The Mystery of 31 New Inn eBook

R Austin Freeman
This eBook from the Gutenberg Project consists of approximately 291 pages of information about The Mystery of 31 New Inn.

The Mystery of 31 New Inn eBook

R Austin Freeman
This eBook from the Gutenberg Project consists of approximately 291 pages of information about The Mystery of 31 New Inn.

It was by no means a dull journey this time.  The incessant changes of direction and variations in the character of the road kept me most uncommonly busy; for I had hardly time to scribble down one entry before the compass-needle would swing round sharply, showing that we had once more turned a corner; and I was quite taken by surprise when the carriage slowed down and turned into the covered way.  Very hastily I scribbled down the final entry ("9.24.  S.E.  In covered way"), and having closed the book and slipped it and the board into my pocket, had just opened out the newspaper when the carriage door was unlocked and opened, whereupon I unhooked and blew out the lamp and pocketed that too, reflecting that it might be useful later.

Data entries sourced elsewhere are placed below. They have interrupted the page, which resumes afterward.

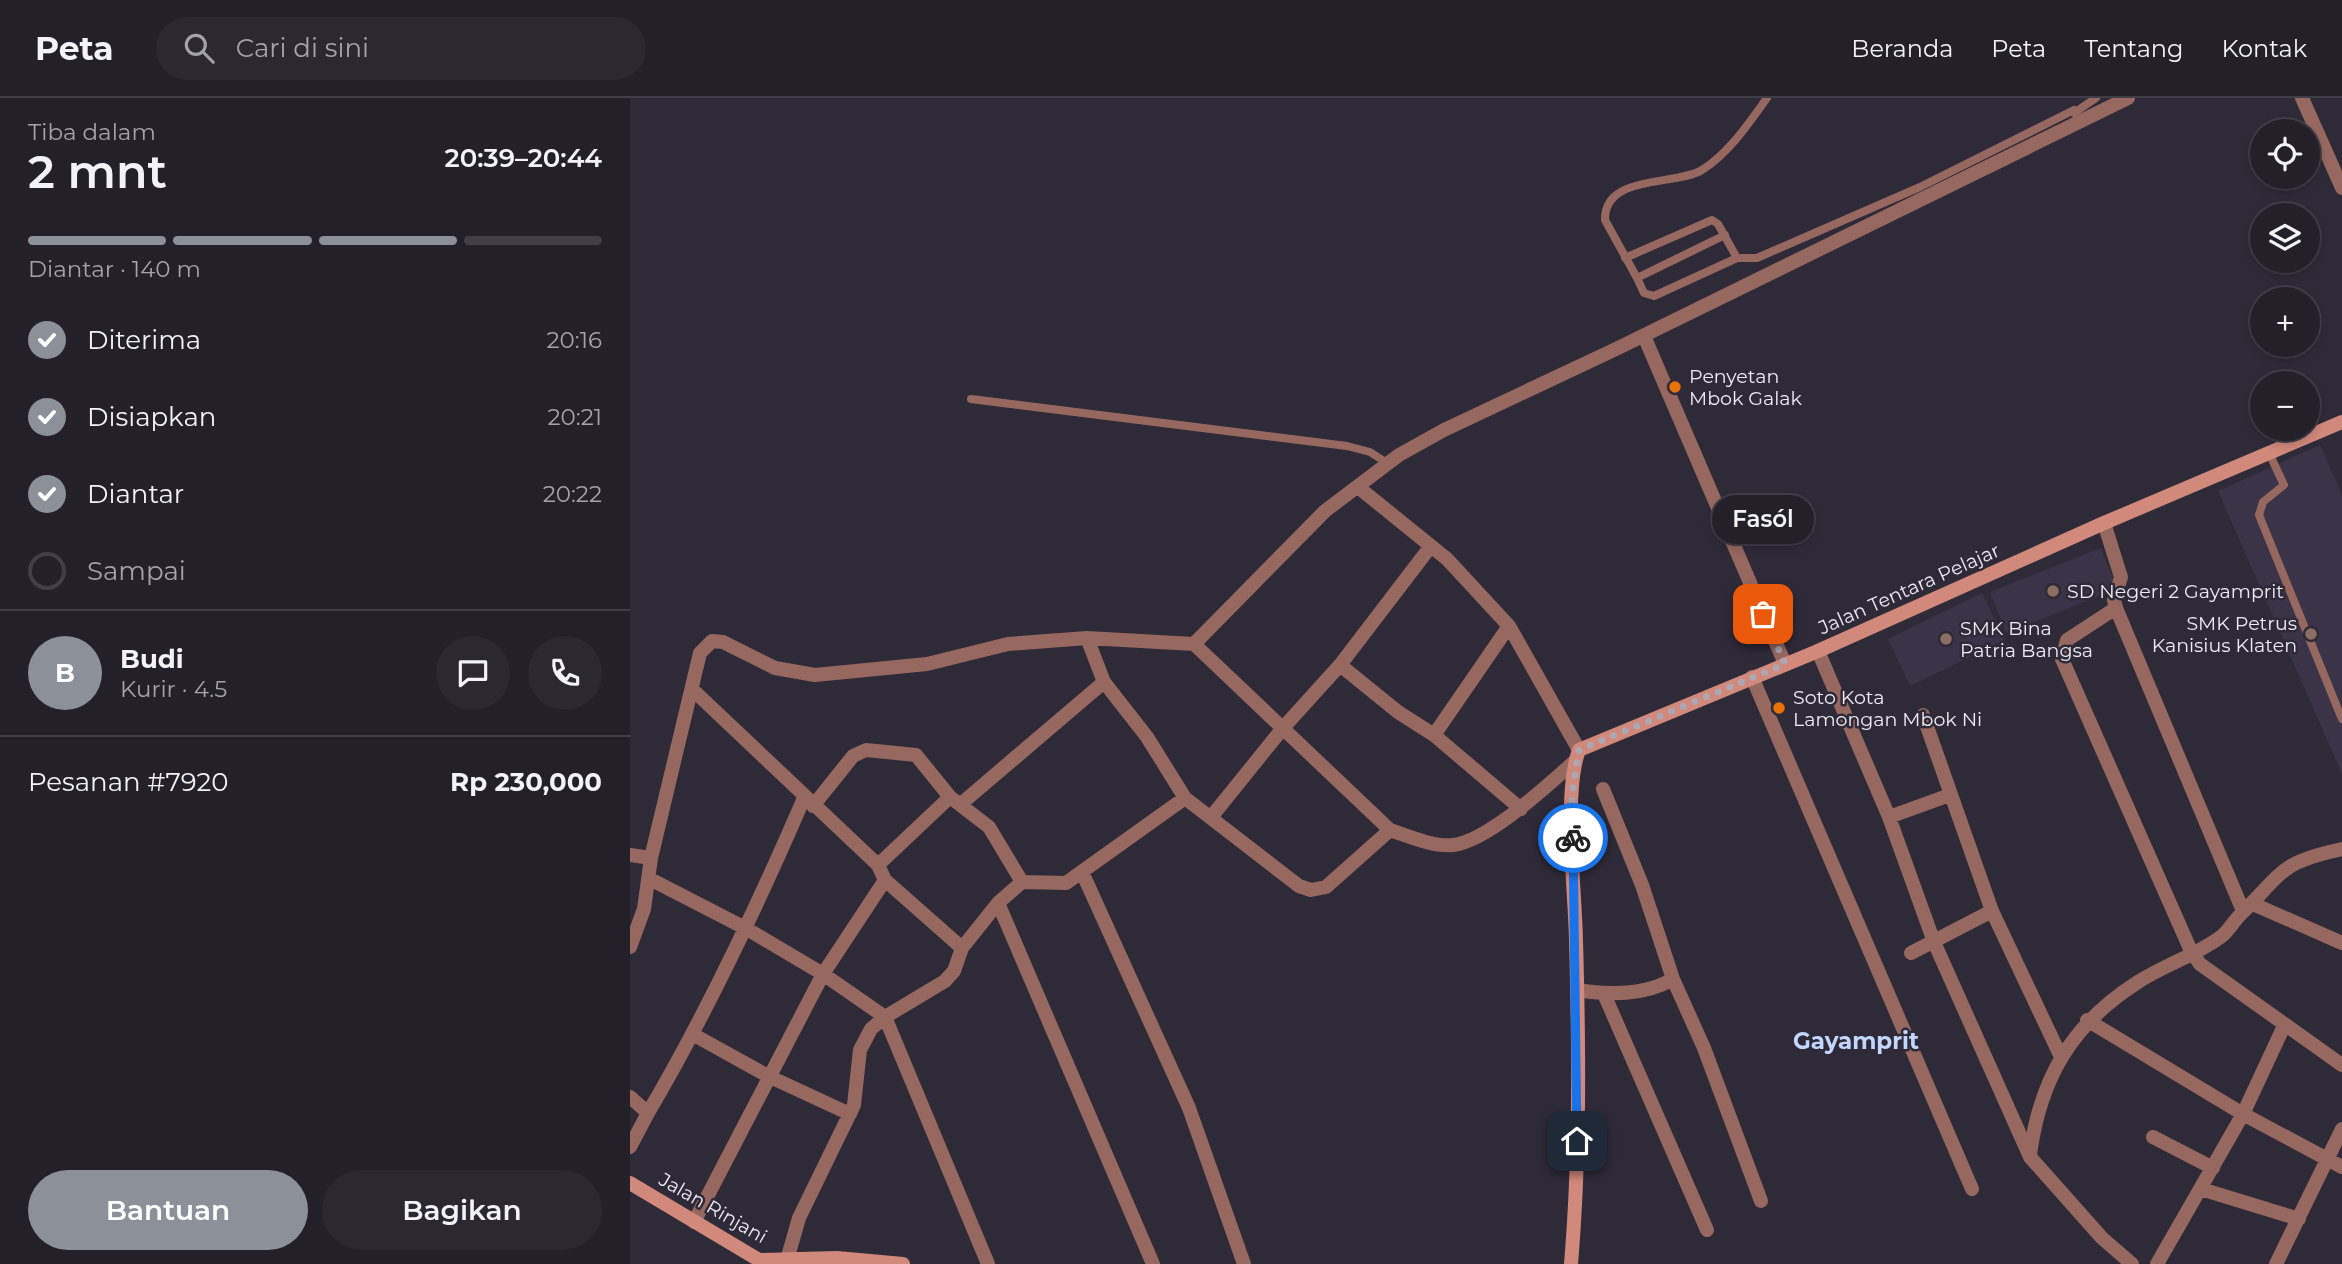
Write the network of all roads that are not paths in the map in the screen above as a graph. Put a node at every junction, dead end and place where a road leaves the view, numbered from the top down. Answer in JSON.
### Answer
{"nodes":[{"id":1,"x":1767,"y":98,"type":"edge"},
{"id":2,"x":2096,"y":98,"type":"edge"},
{"id":3,"x":2128,"y":98,"type":"edge"},
{"id":4,"x":2302,"y":98,"type":"edge"},
{"id":5,"x":2075,"y":116,"type":"junction"},
{"id":6,"x":2342,"y":188,"type":"edge"},
{"id":7,"x":1725,"y":235,"type":"junction"},
{"id":8,"x":1625,"y":258,"type":"junction"},
{"id":9,"x":1737,"y":258,"type":"junction"},
{"id":10,"x":1637,"y":278,"type":"junction"},
{"id":11,"x":1644,"y":335,"type":"junction"},
{"id":12,"x":971,"y":399,"type":"dead end"},
{"id":13,"x":2342,"y":422,"type":"edge"},
{"id":14,"x":2269,"y":453,"type":"junction"},
{"id":15,"x":1387,"y":463,"type":"junction"},
{"id":16,"x":1358,"y":487,"type":"junction"},
{"id":17,"x":2104,"y":523,"type":"junction"},
{"id":18,"x":1432,"y":546,"type":"junction"},
{"id":19,"x":2116,"y":608,"type":"junction"},
{"id":20,"x":1509,"y":626,"type":"junction"},
{"id":21,"x":1087,"y":638,"type":"junction"},
{"id":22,"x":1194,"y":644,"type":"junction"},
{"id":23,"x":1818,"y":651,"type":"junction"},
{"id":24,"x":1785,"y":664,"type":"junction"},
{"id":25,"x":1340,"y":665,"type":"junction"},
{"id":26,"x":1752,"y":677,"type":"junction"},
{"id":27,"x":1104,"y":682,"type":"junction"},
{"id":28,"x":693,"y":690,"type":"junction"},
{"id":29,"x":1923,"y":715,"type":"dead end"},
{"id":30,"x":2342,"y":719,"type":"edge"},
{"id":31,"x":1283,"y":728,"type":"junction"},
{"id":32,"x":1434,"y":735,"type":"junction"},
{"id":33,"x":1577,"y":756,"type":"junction"},
{"id":34,"x":1603,"y":789,"type":"dead end"},
{"id":35,"x":1950,"y":795,"type":"junction"},
{"id":36,"x":1185,"y":798,"type":"junction"},
{"id":37,"x":956,"y":800,"type":"junction"},
{"id":38,"x":809,"y":802,"type":"junction"},
{"id":39,"x":1521,"y":808,"type":"junction"},
{"id":40,"x":1212,"y":817,"type":"junction"},
{"id":41,"x":1889,"y":817,"type":"junction"},
{"id":42,"x":1390,"y":830,"type":"junction"},
{"id":43,"x":2342,"y":849,"type":"edge"},
{"id":44,"x":630,"y":855,"type":"edge"},
{"id":45,"x":651,"y":858,"type":"junction"},
{"id":46,"x":878,"y":865,"type":"junction"},
{"id":47,"x":1082,"y":872,"type":"junction"},
{"id":48,"x":649,"y":878,"type":"junction"},
{"id":49,"x":885,"y":880,"type":"junction"},
{"id":50,"x":1022,"y":882,"type":"junction"},
{"id":51,"x":998,"y":903,"type":"junction"},
{"id":52,"x":2248,"y":908,"type":"junction"},
{"id":53,"x":1992,"y":911,"type":"junction"},
{"id":54,"x":747,"y":929,"type":"junction"},
{"id":55,"x":1934,"y":942,"type":"junction"},
{"id":56,"x":2342,"y":943,"type":"edge"},
{"id":57,"x":630,"y":947,"type":"edge"},
{"id":58,"x":962,"y":948,"type":"junction"},
{"id":59,"x":2192,"y":951,"type":"junction"},
{"id":60,"x":1911,"y":953,"type":"dead end"},
{"id":61,"x":823,"y":974,"type":"junction"},
{"id":62,"x":1674,"y":979,"type":"junction"},
{"id":63,"x":1577,"y":990,"type":"junction"},
{"id":64,"x":1604,"y":994,"type":"junction"},
{"id":65,"x":885,"y":1017,"type":"junction"},
{"id":66,"x":2087,"y":1020,"type":"junction"},
{"id":67,"x":2284,"y":1026,"type":"junction"},
{"id":68,"x":694,"y":1035,"type":"junction"},
{"id":69,"x":2061,"y":1057,"type":"junction"},
{"id":70,"x":2342,"y":1065,"type":"edge"},
{"id":71,"x":768,"y":1076,"type":"junction"},
{"id":72,"x":630,"y":1097,"type":"edge"},
{"id":73,"x":648,"y":1113,"type":"junction"},
{"id":74,"x":850,"y":1114,"type":"junction"},
{"id":75,"x":2243,"y":1114,"type":"junction"},
{"id":76,"x":2342,"y":1129,"type":"edge"},
{"id":77,"x":2153,"y":1138,"type":"dead end"},
{"id":78,"x":630,"y":1147,"type":"edge"},
{"id":79,"x":2030,"y":1157,"type":"junction"},
{"id":80,"x":2326,"y":1160,"type":"junction"},
{"id":81,"x":2342,"y":1167,"type":"edge"},
{"id":82,"x":2213,"y":1168,"type":"junction"},
{"id":83,"x":630,"y":1182,"type":"edge"},
{"id":84,"x":1972,"y":1188,"type":"dead end"},
{"id":85,"x":2201,"y":1189,"type":"junction"},
{"id":86,"x":1761,"y":1201,"type":"dead end"},
{"id":87,"x":2299,"y":1219,"type":"junction"},
{"id":88,"x":694,"y":1223,"type":"junction"},
{"id":89,"x":1707,"y":1230,"type":"dead end"},
{"id":90,"x":787,"y":1259,"type":"junction"},
{"id":91,"x":836,"y":1261,"type":"edge"},
{"id":92,"x":759,"y":1262,"type":"edge"},
{"id":93,"x":903,"y":1264,"type":"edge"},
{"id":94,"x":988,"y":1264,"type":"edge"},
{"id":95,"x":1153,"y":1264,"type":"edge"},
{"id":96,"x":1244,"y":1264,"type":"edge"},
{"id":97,"x":1571,"y":1264,"type":"edge"},
{"id":98,"x":2132,"y":1264,"type":"edge"},
{"id":99,"x":2157,"y":1264,"type":"edge"},
{"id":100,"x":2276,"y":1264,"type":"edge"}],
"edges":[{"from":1,"to":8,"type":"lane"},
{"from":2,"to":5,"type":"lane"},
{"from":3,"to":5,"type":"street"},
{"from":4,"to":6,"type":"street"},
{"from":5,"to":9,"type":"lane"},
{"from":5,"to":11,"type":"street"},
{"from":7,"to":8,"type":"lane"},
{"from":7,"to":9,"type":"lane"},
{"from":7,"to":10,"type":"lane"},
{"from":8,"to":10,"type":"lane"},
{"from":9,"to":10,"type":"lane"},
{"from":11,"to":15,"type":"street"},
{"from":11,"to":24,"type":"street"},
{"from":12,"to":15,"type":"lane"},
{"from":13,"to":14,"type":"main road","name":"Jalan Tentara Pelajar"},
{"from":14,"to":17,"type":"main road","name":"Jalan Tentara Pelajar"},
{"from":14,"to":30,"type":"lane"},
{"from":15,"to":16,"type":"street"},
{"from":16,"to":18,"type":"street"},
{"from":16,"to":22,"type":"street"},
{"from":17,"to":19,"type":"street"},
{"from":17,"to":23,"type":"main road","name":"Jalan Tentara Pelajar"},
{"from":18,"to":20,"type":"street"},
{"from":18,"to":25,"type":"street"},
{"from":19,"to":52,"type":"street"},
{"from":19,"to":59,"type":"street"},
{"from":20,"to":32,"type":"street"},
{"from":20,"to":33,"type":"street"},
{"from":21,"to":22,"type":"street"},
{"from":21,"to":27,"type":"street"},
{"from":21,"to":28,"type":"street"},
{"from":22,"to":31,"type":"street"},
{"from":23,"to":24,"type":"main road","name":"Jalan Tentara Pelajar"},
{"from":23,"to":41,"type":"street"},
{"from":24,"to":26,"type":"main road","name":"Jalan Tentara Pelajar"},
{"from":25,"to":31,"type":"street"},
{"from":25,"to":32,"type":"street"},
{"from":26,"to":33,"type":"main road","name":"Jalan Tentara Pelajar"},
{"from":26,"to":84,"type":"street"},
{"from":27,"to":36,"type":"street"},
{"from":27,"to":37,"type":"street"},
{"from":28,"to":38,"type":"street"},
{"from":28,"to":45,"type":"street"},
{"from":29,"to":35,"type":"street"},
{"from":31,"to":40,"type":"street"},
{"from":31,"to":42,"type":"street"},
{"from":32,"to":39,"type":"street"},
{"from":33,"to":39,"type":"street"},
{"from":33,"to":63,"type":"main road"},
{"from":34,"to":62,"type":"street"},
{"from":35,"to":41,"type":"street"},
{"from":35,"to":53,"type":"street"},
{"from":36,"to":40,"type":"street"},
{"from":36,"to":47,"type":"street"},
{"from":37,"to":38,"type":"street"},
{"from":37,"to":46,"type":"street"},
{"from":37,"to":50,"type":"street"},
{"from":38,"to":46,"type":"street"},
{"from":38,"to":54,"type":"street"},
{"from":39,"to":42,"type":"street"},
{"from":40,"to":42,"type":"street"},
{"from":41,"to":55,"type":"street"},
{"from":43,"to":52,"type":"street"},
{"from":44,"to":45,"type":"street"},
{"from":45,"to":48,"type":"street"},
{"from":46,"to":49,"type":"street"},
{"from":47,"to":50,"type":"street"},
{"from":47,"to":96,"type":"street"},
{"from":48,"to":54,"type":"street"},
{"from":48,"to":57,"type":"street"},
{"from":49,"to":58,"type":"street"},
{"from":49,"to":61,"type":"street"},
{"from":50,"to":51,"type":"street"},
{"from":51,"to":58,"type":"street"},
{"from":51,"to":95,"type":"street"},
{"from":52,"to":56,"type":"street"},
{"from":52,"to":59,"type":"street"},
{"from":53,"to":55,"type":"street"},
{"from":53,"to":69,"type":"street"},
{"from":54,"to":61,"type":"street"},
{"from":54,"to":68,"type":"street"},
{"from":55,"to":60,"type":"street"},
{"from":55,"to":79,"type":"street"},
{"from":58,"to":65,"type":"street"},
{"from":59,"to":66,"type":"street"},
{"from":59,"to":67,"type":"street"},
{"from":61,"to":65,"type":"street"},
{"from":61,"to":71,"type":"street"},
{"from":62,"to":64,"type":"street"},
{"from":62,"to":86,"type":"street"},
{"from":63,"to":64,"type":"street"},
{"from":63,"to":97,"type":"main road"},
{"from":64,"to":89,"type":"street"},
{"from":65,"to":74,"type":"street"},
{"from":65,"to":94,"type":"street"},
{"from":66,"to":69,"type":"street"},
{"from":66,"to":75,"type":"street"},
{"from":67,"to":70,"type":"street"},
{"from":67,"to":75,"type":"street"},
{"from":68,"to":71,"type":"street"},
{"from":68,"to":73,"type":"street"},
{"from":69,"to":79,"type":"street"},
{"from":71,"to":74,"type":"street"},
{"from":71,"to":88,"type":"street"},
{"from":72,"to":73,"type":"street"},
{"from":73,"to":78,"type":"street"},
{"from":74,"to":90,"type":"street"},
{"from":75,"to":80,"type":"street"},
{"from":75,"to":82,"type":"street"},
{"from":76,"to":80,"type":"street"},
{"from":77,"to":82,"type":"street"},
{"from":79,"to":98,"type":"street"},
{"from":80,"to":81,"type":"street"},
{"from":80,"to":87,"type":"street"},
{"from":82,"to":85,"type":"street"},
{"from":83,"to":88,"type":"main road","name":"Jalan Rinjani"},
{"from":85,"to":87,"type":"street"},
{"from":85,"to":99,"type":"street"},
{"from":87,"to":100,"type":"street"},
{"from":88,"to":92,"type":"main road","name":"Jalan Rinjani"},
{"from":90,"to":91,"type":"main road","name":"Jalan Rinjani"},
{"from":90,"to":92,"type":"main road","name":"Jalan Rinjani"},
{"from":91,"to":93,"type":"main road","name":"Jalan Rinjani"}]}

As on the last occasion, Mrs. Schallibaum stood in the open doorway with a lighted candle.  But she was a good deal less self-possessed this time.  In fact she looked rather wild and terrified.  Even by the candle-light I could see that she was very pale and she seemed unable to keep still.  As she gave me the few necessary words of explanation, she fidgeted incessantly and her hands and feet were in constant movement.

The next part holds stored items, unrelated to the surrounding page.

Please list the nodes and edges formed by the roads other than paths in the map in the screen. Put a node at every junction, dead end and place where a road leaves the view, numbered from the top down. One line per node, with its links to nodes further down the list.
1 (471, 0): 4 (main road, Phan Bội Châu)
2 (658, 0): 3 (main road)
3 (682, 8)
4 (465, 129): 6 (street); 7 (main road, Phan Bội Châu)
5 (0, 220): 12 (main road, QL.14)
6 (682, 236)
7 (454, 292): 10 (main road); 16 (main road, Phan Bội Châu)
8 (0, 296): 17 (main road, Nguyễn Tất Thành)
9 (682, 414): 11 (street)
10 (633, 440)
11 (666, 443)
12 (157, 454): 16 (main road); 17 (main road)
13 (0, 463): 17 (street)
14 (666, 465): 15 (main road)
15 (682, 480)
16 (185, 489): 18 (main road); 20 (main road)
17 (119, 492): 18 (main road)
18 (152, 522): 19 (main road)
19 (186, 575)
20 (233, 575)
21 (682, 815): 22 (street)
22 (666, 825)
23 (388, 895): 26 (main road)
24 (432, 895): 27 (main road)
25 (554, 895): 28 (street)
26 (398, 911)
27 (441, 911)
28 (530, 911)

“You had better come up with me at once,” she said.  “Mr. Graves is much worse to-night.  We will wait not for Mr. Weiss.”

Without waiting for a reply she quickly ascended the stairs and I followed.  The room was in much the same condition as before.  But the patient was not.  As soon as I entered the room, a soft, rhythmical gurgle from the bed gave me a very clear warning of danger.  I stepped forward quickly and looked down at the prostrate figure, and the warning gathered emphasis.  The sick man’s ghastly face was yet more ghastly; his eyes were more sunken, his skin more livid; “his nose was as sharp as a pen,” and if he did not “babble of green fields” it was because he seemed to be beyond even that.  If it had been a case of disease, I should have said at once that he was dying.  He had all the appearance of a man in articulo mortis.  Even as it was, feeling convinced that the case was one of morphine poisoning, I was far from confident that I should be able to draw him back from the extreme edge of vitality on which he trembled so insecurely.

“He is very ill?  He is dying?”

It was Mrs. Schallibaum’s voice; very low, but eager and intense.  I turned, with my finger on the patient’s wrist, and looked into the face of the most thoroughly scared woman I have ever seen.  She made no attempt now to avoid the light, but looked me squarely in the face, and I noticed, half-unconsciously, that her eyes were brown and had a curious strained expression.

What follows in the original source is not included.